CNN+LSTM model for image to svg code prediction

Goal

The goal is to learn to generate the Scalable Vector Graphics (SVG) code correspondig to images of simple colored shapes. SVG is a markup language which is used to define vector graphics.

Example

Input image

Output Scalable Vector Graphics (SVG) code

<?xml version="1.0" encoding="utf-8" ?>
<svg baseProfile="full" height="64" version="1.1" width="64" xmlns="http://www.w3.org/2000/svg" xmlns:ev="http://www.w3.org/2001/xml-events" xmlns:xlink="http://www.w3.org/1999/xlink"><defs /><ellipse cx="32.0" cy="8.0" fill="silver" rx="16.0" ry="16.0" /><ellipse cx="32.0" cy="56.0" fill="green" rx="32.0" ry="16.0" /><ellipse cx="8.0" cy="8.0" fill="green" rx="16.0" ry="32.0" /></svg>

1. Set up a virtual Python environment

For MacOS users

virtualenv .env
source .env/bin/activate

For Windows users

pip install virtualenv
virtualenv env
env\Scripts\activate

2. Pip install requirements

pip install -r requirements.txt

Data files

The dataset consists of SVG files defining 64x64 pixel images with simple shapes such as circles, ellipses and rectangles. Each image contains a small set of these shapes. Each shape has a specified position, size and color.

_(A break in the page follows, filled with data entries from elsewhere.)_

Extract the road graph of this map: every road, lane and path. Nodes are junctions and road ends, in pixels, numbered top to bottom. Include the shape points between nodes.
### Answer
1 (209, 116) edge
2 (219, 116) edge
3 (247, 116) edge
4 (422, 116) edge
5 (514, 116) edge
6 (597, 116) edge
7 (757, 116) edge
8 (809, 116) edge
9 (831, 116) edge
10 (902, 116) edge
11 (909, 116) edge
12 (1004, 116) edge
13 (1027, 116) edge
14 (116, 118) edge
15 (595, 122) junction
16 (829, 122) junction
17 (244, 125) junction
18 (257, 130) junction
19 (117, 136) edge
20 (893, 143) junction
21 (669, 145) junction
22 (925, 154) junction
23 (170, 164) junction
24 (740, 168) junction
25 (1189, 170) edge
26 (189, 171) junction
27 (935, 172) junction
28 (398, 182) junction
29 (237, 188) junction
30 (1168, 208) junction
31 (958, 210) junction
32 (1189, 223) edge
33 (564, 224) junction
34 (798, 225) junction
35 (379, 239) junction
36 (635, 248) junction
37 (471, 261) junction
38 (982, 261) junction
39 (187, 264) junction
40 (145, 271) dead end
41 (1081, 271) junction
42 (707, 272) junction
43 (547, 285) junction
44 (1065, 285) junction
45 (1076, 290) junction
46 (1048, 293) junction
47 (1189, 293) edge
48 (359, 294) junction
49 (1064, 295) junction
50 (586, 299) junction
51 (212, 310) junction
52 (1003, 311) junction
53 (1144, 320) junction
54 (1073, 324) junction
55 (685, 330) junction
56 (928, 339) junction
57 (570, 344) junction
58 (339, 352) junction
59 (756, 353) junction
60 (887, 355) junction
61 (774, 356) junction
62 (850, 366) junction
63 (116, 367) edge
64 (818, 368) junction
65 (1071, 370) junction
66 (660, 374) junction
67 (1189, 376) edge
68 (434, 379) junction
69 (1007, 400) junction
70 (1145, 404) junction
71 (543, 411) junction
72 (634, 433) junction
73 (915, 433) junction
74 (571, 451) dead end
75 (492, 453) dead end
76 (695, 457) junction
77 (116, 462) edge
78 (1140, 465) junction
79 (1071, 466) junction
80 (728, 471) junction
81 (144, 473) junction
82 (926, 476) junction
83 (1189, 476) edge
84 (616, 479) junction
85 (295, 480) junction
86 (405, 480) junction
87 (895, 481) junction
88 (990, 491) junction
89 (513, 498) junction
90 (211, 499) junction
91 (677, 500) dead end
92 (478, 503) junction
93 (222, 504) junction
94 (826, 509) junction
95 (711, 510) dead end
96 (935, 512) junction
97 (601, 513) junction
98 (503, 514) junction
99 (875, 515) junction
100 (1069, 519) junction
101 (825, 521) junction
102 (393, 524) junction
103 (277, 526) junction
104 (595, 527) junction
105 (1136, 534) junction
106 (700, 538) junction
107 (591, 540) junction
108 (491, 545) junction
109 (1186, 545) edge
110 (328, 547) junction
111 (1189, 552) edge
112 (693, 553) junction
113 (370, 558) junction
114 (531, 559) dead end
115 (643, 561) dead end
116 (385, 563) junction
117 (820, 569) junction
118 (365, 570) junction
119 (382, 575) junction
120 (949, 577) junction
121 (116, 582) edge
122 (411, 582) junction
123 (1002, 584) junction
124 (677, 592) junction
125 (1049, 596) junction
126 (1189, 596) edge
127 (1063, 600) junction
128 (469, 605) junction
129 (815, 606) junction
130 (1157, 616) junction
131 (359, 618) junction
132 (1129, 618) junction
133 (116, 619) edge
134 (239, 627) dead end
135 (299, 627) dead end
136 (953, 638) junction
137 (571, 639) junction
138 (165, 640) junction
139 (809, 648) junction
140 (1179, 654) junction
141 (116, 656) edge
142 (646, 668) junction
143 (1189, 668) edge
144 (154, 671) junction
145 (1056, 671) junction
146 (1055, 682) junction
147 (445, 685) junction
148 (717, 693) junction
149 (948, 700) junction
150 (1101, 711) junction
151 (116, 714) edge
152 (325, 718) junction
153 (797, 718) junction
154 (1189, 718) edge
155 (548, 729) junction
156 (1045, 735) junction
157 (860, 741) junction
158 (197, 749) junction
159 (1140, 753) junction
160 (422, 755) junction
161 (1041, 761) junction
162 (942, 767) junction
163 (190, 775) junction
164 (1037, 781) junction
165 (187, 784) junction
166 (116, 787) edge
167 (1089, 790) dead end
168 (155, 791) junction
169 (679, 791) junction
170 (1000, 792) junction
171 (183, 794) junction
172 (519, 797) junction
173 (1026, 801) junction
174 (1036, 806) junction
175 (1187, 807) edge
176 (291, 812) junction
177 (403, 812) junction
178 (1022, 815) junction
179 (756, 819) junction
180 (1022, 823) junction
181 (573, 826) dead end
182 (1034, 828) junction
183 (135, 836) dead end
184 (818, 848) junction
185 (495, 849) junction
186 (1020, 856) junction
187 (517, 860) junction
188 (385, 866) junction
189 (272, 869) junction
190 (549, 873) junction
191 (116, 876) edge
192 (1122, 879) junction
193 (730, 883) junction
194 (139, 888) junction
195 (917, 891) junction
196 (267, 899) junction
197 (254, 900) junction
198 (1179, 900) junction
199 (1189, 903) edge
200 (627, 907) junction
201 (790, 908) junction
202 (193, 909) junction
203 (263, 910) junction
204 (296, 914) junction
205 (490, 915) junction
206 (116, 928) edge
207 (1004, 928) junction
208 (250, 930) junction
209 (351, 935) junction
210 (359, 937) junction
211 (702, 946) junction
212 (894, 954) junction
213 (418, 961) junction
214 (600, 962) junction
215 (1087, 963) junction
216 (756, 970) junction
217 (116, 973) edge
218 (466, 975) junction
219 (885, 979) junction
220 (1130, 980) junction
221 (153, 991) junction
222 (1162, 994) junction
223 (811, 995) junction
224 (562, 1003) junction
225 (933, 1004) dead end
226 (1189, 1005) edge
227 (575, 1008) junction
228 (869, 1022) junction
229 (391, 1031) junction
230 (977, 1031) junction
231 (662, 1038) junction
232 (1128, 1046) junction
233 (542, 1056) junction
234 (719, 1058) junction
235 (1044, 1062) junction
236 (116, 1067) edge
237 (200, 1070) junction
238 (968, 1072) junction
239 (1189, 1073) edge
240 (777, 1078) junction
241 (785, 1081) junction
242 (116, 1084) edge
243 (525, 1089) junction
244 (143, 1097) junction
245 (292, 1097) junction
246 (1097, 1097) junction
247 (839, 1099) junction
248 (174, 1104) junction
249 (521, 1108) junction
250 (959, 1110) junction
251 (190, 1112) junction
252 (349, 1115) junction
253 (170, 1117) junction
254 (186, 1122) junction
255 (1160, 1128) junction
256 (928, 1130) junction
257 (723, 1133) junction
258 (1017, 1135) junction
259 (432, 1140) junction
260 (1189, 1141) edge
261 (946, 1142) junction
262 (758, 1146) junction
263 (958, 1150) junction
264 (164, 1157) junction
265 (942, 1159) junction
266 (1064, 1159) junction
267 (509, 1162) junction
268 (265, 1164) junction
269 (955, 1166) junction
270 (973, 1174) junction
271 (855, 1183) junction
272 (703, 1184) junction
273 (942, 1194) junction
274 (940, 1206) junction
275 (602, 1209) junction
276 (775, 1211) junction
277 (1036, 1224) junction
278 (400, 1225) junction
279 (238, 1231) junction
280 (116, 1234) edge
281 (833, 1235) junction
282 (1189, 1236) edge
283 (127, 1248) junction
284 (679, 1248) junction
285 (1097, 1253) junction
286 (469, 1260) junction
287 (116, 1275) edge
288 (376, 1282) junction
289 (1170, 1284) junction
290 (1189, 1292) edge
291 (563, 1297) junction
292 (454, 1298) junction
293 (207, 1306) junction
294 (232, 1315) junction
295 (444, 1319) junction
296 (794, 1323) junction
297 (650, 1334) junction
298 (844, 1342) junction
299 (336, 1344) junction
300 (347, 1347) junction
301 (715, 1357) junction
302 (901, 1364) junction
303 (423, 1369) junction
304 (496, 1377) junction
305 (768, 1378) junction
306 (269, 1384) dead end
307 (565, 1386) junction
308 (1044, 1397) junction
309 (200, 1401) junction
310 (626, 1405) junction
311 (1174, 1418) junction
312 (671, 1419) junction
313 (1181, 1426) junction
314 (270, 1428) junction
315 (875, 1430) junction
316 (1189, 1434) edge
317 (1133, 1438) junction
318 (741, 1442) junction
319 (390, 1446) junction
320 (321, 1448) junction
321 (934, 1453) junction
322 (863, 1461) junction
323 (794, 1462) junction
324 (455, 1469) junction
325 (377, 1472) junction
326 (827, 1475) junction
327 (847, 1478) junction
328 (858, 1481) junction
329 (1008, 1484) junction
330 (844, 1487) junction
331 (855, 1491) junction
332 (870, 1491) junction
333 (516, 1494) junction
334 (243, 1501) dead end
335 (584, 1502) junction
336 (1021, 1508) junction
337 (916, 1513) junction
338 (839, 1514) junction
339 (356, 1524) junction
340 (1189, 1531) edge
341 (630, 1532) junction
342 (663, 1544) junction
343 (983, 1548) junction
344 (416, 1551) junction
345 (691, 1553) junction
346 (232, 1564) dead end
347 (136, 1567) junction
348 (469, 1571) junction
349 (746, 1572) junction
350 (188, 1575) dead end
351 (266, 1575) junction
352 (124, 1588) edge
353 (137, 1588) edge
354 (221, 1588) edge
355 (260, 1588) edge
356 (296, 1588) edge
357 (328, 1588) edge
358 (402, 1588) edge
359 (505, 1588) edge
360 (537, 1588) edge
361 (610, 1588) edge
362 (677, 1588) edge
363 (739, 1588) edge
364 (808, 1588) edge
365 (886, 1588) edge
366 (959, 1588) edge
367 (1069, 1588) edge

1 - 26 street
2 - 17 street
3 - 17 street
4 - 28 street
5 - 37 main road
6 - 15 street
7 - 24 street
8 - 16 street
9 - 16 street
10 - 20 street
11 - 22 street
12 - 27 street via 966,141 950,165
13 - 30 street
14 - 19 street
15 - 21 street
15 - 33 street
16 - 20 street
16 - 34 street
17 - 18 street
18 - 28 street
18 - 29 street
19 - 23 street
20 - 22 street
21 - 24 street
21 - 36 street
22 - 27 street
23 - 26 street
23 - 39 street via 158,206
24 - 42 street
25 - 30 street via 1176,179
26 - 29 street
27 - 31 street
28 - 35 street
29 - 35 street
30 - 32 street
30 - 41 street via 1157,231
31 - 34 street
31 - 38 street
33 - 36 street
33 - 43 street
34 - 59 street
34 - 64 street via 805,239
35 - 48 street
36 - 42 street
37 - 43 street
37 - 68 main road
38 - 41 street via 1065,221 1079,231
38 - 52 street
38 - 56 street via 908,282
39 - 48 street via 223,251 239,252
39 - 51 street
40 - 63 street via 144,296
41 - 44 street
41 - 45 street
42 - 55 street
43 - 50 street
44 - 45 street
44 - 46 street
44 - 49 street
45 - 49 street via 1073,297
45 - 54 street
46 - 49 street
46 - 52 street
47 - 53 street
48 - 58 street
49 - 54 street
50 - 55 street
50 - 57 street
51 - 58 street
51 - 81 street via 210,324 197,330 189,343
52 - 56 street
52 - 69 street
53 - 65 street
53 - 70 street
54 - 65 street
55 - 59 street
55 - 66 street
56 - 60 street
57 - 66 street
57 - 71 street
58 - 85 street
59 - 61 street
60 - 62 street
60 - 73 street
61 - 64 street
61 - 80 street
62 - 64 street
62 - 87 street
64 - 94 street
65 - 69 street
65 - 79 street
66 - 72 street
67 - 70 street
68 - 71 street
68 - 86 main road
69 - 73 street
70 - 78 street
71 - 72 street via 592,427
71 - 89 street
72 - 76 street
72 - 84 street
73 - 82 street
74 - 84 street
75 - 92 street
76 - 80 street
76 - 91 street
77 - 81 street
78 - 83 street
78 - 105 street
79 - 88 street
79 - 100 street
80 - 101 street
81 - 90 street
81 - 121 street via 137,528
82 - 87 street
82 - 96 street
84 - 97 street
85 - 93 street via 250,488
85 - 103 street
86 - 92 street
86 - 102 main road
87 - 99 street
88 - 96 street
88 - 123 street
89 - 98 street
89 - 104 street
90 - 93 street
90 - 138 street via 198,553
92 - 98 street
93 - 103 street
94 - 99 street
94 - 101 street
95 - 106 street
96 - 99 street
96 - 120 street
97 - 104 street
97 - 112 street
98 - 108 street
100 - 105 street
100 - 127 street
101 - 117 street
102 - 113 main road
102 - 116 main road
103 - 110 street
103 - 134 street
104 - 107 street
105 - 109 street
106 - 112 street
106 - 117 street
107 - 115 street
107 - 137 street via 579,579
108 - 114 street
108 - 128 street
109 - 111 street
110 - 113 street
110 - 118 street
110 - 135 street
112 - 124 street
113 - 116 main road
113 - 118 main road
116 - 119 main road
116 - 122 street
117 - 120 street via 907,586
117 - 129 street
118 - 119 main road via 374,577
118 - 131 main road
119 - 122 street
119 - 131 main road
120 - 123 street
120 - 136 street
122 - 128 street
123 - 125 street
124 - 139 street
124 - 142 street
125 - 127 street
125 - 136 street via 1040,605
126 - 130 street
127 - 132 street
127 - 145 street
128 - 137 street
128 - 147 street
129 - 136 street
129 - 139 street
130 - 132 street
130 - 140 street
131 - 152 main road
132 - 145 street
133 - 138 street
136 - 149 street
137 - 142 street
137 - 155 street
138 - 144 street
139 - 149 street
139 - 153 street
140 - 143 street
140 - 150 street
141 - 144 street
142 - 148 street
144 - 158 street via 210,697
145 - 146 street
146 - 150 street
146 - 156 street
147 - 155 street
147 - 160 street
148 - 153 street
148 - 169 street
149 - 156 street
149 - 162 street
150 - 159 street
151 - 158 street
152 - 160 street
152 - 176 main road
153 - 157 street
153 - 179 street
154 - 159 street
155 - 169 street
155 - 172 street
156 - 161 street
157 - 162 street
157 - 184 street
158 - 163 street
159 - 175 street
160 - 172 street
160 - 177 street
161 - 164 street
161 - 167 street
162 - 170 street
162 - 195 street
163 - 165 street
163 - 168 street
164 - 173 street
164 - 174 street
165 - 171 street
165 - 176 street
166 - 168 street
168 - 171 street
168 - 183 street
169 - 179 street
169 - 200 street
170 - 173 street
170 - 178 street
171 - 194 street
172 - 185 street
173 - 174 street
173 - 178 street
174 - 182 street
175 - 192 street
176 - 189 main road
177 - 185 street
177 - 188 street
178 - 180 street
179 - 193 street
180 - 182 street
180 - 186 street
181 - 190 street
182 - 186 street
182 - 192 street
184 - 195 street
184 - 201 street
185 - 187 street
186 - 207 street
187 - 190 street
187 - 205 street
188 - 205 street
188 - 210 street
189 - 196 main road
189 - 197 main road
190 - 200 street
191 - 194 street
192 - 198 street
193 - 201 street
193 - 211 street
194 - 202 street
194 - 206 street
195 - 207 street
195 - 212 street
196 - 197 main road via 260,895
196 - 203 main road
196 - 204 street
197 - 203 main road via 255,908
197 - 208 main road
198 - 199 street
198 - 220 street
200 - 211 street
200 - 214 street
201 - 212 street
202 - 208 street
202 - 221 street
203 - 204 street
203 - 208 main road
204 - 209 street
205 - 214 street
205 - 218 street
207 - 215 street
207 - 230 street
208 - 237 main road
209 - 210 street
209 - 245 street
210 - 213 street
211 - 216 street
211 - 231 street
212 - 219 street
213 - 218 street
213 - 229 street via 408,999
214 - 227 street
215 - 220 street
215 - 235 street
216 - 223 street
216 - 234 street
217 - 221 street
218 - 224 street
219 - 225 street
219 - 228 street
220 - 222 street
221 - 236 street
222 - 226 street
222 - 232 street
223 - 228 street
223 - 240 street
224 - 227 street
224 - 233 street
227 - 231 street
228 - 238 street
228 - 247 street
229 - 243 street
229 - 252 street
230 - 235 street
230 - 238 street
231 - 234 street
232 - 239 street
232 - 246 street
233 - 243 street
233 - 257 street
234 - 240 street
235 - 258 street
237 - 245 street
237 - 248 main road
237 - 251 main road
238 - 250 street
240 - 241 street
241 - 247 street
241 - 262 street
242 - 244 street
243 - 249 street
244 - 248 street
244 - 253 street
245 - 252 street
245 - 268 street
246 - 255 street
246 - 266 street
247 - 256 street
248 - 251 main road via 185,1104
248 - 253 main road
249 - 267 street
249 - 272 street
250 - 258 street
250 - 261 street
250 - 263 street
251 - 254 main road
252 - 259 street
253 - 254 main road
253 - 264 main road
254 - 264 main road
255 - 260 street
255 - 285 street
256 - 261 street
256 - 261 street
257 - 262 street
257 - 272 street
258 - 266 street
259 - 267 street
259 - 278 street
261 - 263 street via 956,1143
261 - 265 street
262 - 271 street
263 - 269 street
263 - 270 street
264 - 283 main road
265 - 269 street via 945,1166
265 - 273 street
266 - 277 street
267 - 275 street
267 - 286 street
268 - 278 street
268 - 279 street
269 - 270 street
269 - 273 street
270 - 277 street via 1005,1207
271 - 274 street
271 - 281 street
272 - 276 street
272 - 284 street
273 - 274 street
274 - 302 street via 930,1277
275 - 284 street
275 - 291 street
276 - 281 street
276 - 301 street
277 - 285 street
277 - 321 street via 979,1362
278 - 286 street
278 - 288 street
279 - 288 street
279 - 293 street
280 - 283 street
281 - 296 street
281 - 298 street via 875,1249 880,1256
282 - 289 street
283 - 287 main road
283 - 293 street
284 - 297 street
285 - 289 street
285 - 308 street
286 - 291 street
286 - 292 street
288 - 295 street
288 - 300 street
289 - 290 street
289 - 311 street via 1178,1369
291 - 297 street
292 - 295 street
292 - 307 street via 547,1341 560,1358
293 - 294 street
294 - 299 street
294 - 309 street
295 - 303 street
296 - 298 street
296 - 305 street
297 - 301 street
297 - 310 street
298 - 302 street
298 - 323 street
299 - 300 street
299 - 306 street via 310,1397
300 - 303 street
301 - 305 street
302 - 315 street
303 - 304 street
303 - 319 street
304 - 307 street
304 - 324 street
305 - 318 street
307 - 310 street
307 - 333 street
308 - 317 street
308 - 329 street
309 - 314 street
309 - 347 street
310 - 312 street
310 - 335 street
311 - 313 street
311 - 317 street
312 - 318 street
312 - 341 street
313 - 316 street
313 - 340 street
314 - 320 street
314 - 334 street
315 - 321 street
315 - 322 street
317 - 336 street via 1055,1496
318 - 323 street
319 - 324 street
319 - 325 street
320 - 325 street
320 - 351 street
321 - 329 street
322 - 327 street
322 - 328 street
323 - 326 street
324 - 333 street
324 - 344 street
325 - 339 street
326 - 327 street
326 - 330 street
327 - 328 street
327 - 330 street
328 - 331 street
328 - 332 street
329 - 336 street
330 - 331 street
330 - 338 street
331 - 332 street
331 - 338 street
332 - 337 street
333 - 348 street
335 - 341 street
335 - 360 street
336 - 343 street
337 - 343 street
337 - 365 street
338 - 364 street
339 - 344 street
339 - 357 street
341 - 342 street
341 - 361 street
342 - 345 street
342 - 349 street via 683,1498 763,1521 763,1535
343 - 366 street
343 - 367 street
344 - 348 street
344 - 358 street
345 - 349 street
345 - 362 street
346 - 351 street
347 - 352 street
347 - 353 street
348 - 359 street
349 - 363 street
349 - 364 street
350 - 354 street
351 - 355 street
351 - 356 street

Files with matching names contain matching image/code.
• train/png - 48,000 PNG 64x64 images
• train/svg - 48,000 SVG definitions
• test/png - 2,000 PNG 64x64 images

The data files can be downloaded here: https://drive.google.com/drive/folders/1Iw2g45o0acQT2elxSJBBvCKCuSND_xTc?usp=sharing

Approach

Preprocessing SVG & PNG:

The first step was loading and preprocessing the SVG dataset. The SVG codes were preprocessed by appending a start sequence at the beginning of all SVG code examples and appending an end sequence at the end of all SVG code examples. The SVG code was split on word-level. Tokenization was applied in order to retrieve unique output tokens. Shorter SVG codes were zero-padded in order to match the longest SVG code. As of last, decoder input data and target input data were created. The target input data was set to one time step ahead of the decoder input data resulting in a shape of (48000, 59, 55).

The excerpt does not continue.